Smart contracts are a self-executing piece of code, executable when certain predefined conditions are met. Ethereum enabled the birth of smart contracts. Since these contracts are based on blockchain technology, they cannot be changed once implemented.
Hence it is crucial to test them before deploying them accurately, and timely audits ensure the bug is fixed. In our previous articles, we have seen the DAO attack on the Ethereum platform due to which millions of dollars were lost. The Ethereum platform had to be hard forked to mitigate the loss henceforth.
Generally, audits are conducted to check for bug fixes. The audit is targeted in such a way to check for already known targets based on the experience of previous audits. Hence let us see below what kind of smart contract attacks there are.
Smart contract attacks
Race conditions are a case where events don’t occur in an intended order. It is often required to call external contracts in smart contracts, and thus the possibility of race conditions is very high.
This is a kind of race condition where one function is repeatedly called before the first function’s invocation is completed. This means making the first function recursive, the exact thing which happened in the DAO attack.
Transaction Ordering Dependence
This is yet another type of race condition where the manipulations can be done in terms of transaction orders. The transactions order can be manipulated and cheated at the expense of other users.
These are some of the types of smart contracts attacks. Let us see below the detailed step by step process of auditing a smart contract.
Steps to audit a smart contract
1️⃣ As in any audit process, the auditing company/group should clarify who they are and their authority to conduct the audit and procedures to be followed, if possible, from a legal perspective.
2️⃣ Audits are conducted on a deployed smart contract or a smart contract ready to be deployed in a blockchain. It is essential that a smart contract without any bugs is to be implemented.
3️⃣ A legal disclaimer, as such, the audit doesn’t provide any legal guarantee but fosters the discussion about the smart contracts bugs, if any, to fix them.

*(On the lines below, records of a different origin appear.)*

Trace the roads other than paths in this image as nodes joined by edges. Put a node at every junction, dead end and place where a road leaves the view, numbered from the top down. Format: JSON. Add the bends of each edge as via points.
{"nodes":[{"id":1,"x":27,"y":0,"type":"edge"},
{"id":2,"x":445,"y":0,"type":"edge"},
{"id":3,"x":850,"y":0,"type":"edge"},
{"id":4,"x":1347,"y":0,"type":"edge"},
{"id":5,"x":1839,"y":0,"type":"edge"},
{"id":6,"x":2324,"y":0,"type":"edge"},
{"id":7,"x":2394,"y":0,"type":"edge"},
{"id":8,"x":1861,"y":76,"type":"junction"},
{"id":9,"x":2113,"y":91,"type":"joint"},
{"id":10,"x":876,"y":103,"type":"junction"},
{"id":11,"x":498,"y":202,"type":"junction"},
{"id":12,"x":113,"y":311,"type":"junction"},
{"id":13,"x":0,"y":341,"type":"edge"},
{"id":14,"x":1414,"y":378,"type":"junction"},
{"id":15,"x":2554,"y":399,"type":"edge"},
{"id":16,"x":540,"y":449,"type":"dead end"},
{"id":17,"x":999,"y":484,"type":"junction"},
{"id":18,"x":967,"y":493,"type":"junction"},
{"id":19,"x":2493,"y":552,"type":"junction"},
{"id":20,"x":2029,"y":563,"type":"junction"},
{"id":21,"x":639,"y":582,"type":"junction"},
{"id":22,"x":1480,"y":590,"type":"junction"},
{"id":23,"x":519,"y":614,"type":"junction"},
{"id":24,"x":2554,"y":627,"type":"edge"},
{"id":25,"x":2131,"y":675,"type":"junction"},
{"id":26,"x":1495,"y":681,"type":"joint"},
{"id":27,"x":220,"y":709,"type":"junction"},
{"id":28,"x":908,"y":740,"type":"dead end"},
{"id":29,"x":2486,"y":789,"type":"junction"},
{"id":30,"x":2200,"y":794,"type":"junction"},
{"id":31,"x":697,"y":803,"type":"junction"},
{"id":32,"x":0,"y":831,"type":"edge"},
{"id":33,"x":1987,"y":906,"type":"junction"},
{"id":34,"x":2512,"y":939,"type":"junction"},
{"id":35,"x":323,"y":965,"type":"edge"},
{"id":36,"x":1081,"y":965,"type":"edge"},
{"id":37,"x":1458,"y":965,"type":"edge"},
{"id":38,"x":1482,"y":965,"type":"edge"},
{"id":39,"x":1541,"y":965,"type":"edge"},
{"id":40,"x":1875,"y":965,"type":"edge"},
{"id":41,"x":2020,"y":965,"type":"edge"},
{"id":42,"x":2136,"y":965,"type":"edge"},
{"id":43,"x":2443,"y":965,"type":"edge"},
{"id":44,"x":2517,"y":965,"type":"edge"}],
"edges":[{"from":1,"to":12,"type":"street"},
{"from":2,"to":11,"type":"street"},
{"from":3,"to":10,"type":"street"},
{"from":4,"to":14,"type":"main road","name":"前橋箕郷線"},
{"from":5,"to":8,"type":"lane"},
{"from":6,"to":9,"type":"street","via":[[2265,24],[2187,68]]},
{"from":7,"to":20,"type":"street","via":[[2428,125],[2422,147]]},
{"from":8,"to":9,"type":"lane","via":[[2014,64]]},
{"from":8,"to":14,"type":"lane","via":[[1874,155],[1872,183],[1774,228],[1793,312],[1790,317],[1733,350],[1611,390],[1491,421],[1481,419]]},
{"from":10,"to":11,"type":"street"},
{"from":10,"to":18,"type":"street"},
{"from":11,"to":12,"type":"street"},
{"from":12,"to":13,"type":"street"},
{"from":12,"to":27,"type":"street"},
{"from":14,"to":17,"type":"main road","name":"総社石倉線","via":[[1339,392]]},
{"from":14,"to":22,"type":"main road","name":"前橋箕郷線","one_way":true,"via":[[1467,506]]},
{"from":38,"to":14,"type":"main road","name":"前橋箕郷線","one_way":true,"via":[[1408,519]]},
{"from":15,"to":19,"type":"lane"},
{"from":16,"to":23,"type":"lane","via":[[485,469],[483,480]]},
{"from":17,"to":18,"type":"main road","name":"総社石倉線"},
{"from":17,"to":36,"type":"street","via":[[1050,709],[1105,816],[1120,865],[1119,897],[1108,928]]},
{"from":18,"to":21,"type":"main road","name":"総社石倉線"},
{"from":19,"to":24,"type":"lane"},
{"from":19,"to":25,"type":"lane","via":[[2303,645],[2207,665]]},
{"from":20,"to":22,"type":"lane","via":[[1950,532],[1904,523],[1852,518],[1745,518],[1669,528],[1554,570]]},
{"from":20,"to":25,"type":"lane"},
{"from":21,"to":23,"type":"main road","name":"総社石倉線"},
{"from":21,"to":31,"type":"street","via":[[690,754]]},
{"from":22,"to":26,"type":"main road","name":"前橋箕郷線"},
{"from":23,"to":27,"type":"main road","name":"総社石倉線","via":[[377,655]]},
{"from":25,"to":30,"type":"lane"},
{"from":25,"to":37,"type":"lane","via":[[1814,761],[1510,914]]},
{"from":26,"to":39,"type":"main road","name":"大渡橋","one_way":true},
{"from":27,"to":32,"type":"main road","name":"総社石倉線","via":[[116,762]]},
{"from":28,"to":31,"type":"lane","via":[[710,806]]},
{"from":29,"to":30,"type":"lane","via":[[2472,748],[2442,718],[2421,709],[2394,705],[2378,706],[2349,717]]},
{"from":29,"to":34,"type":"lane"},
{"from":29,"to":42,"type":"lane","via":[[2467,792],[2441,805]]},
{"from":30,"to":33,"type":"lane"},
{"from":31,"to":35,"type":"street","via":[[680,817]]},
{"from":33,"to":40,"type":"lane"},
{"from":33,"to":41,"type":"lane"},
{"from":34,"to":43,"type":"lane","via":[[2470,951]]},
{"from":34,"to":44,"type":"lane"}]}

4️⃣ Attacks will be conducted as detailed above and see if they can be successfully implemented on the smart contract being audited.
5️⃣ Report the vulnerabilities and bugs if found any. Some may not seem like a potential threat right now, but they may turn out to be a serious flaw later; they have to be recognized and taken care of.
6️⃣ Contract complexity should be checked. Often complexity leads to mistakes, and the complex code should be thoroughly checked for any potential bugs.
7️⃣ Check how the contract responds to a bug or vulnerability. Contracts behavior in such times is essential to check if there will be any money loss, or the contract execution will stop showing potential issues is to be noted down.
8️⃣ All the security patches should be thoroughly updated so that all the libraries are up to date. The update should act like preventive maintenance.
The steps outlined above are very general in purpose in auditing a smart contract. Depending on the language we use for a smart contract, various steps can be followed. In any language used, these are the necessary steps one can follow before moving further with the in-depth analysis.